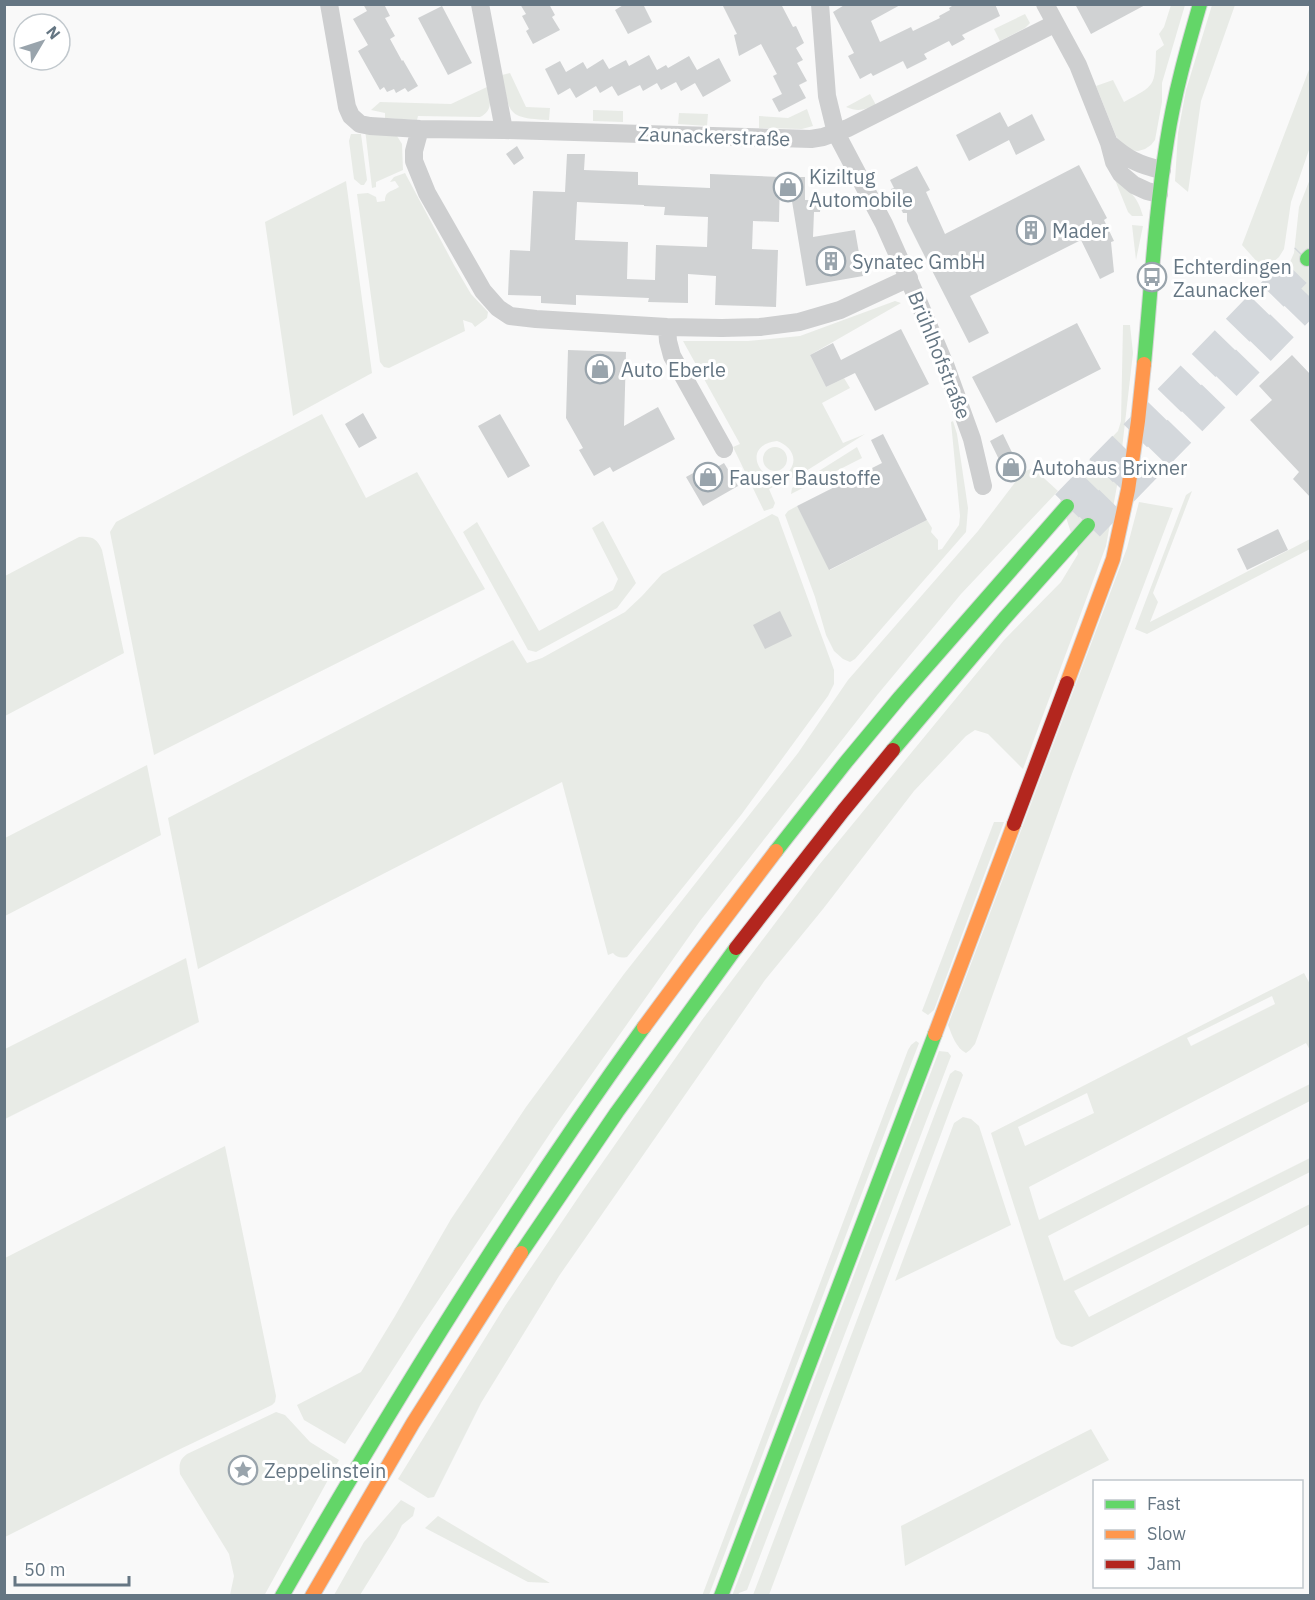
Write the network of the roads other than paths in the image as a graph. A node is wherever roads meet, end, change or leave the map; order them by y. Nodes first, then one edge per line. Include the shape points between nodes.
1 (329, 4) edge
2 (480, 4) edge
3 (820, 4) edge
4 (1045, 4) edge
5 (1200, 4) edge
6 (1054, 24) junction
7 (420, 129) junction
8 (504, 130) junction
9 (836, 133) junction
10 (1109, 143) junction
11 (1162, 170) junction
12 (1159, 194) junction
13 (909, 278) junction
14 (667, 327) junction
15 (724, 449) dead end
16 (983, 486) dead end
17 (1067, 506) tunnel mouth
18 (1088, 525) tunnel mouth
19 (282, 1596) edge
20 (312, 1596) edge
21 (722, 1596) edge

1 - 7 street, Zaunackerstraße via 351,116 370,126
2 - 8 street
3 - 9 street, Brühlhofstraße via 827,96
4 - 6 street
5 - 11 main road via 1169,120
6 - 9 street, Zaunackerstraße
6 - 10 street via 1078,65
7 - 8 street, Zaunackerstraße
7 - 14 street via 414,161 421,178 483,291 498,308 510,316 536,320
8 - 9 street, Zaunackerstraße via 811,139
9 - 13 street, Brühlhofstraße
10 - 11 street via 1128,159
10 - 12 street via 1121,174 1134,185
11 - 12 main road
12 - 21 main road via 1134,457 1113,559
13 - 14 street via 849,306 799,322 742,328
13 - 16 street, Brühlhofstraße via 955,389
14 - 15 street via 672,356
17 - 19 main road via 847,761 666,996 486,1257 368,1445
18 - 20 main road via 945,686 838,816 654,1059 509,1270 398,1447

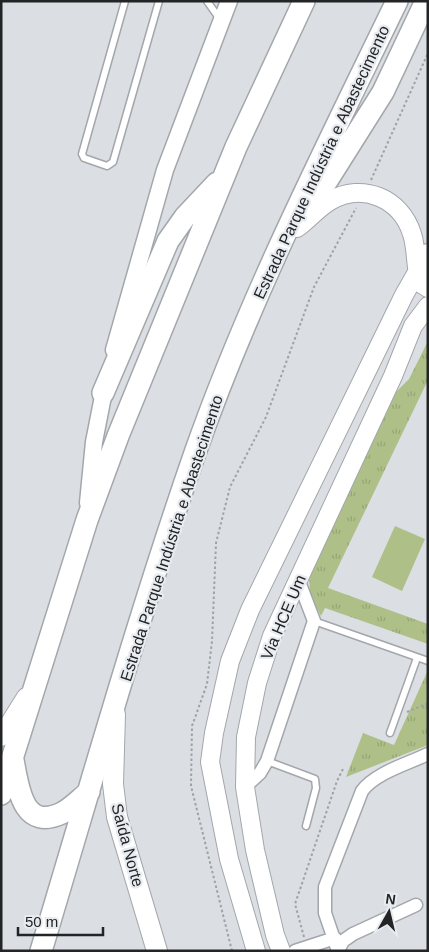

◇ ◇ ◇ ◇

§ **EXERCISE GOAL**:
Output the records verbatim, every one of them, and keep the pictures out.

§ **ANSWER AREA**:
Write the network of the roads other than paths in the image as a graph. A node is wherever roads meet, end, change or leave the map; order them by y. Nodes first, then one edge per line. Include the shape points between nodes.
1 (329, 4) edge
2 (480, 4) edge
3 (820, 4) edge
4 (1045, 4) edge
5 (1200, 4) edge
6 (1054, 24) junction
7 (420, 129) junction
8 (504, 130) junction
9 (836, 133) junction
10 (1109, 143) junction
11 (1162, 170) junction
12 (1159, 194) junction
13 (909, 278) junction
14 (667, 327) junction
15 (724, 449) dead end
16 (983, 486) dead end
17 (1067, 506) tunnel mouth
18 (1088, 525) tunnel mouth
19 (282, 1596) edge
20 (312, 1596) edge
21 (722, 1596) edge

1 - 7 street, Zaunackerstraße via 351,116 370,126
2 - 8 street
3 - 9 street, Brühlhofstraße via 827,96
4 - 6 street
5 - 11 main road via 1169,120
6 - 9 street, Zaunackerstraße
6 - 10 street via 1078,65
7 - 8 street, Zaunackerstraße
7 - 14 street via 414,161 421,178 483,291 498,308 510,316 536,320
8 - 9 street, Zaunackerstraße via 811,139
9 - 13 street, Brühlhofstraße
10 - 11 street via 1128,159
10 - 12 street via 1121,174 1134,185
11 - 12 main road
12 - 21 main road via 1134,457 1113,559
13 - 14 street via 849,306 799,322 742,328
13 - 16 street, Brühlhofstraße via 955,389
14 - 15 street via 672,356
17 - 19 main road via 847,761 666,996 486,1257 368,1445
18 - 20 main road via 945,686 838,816 654,1059 509,1270 398,1447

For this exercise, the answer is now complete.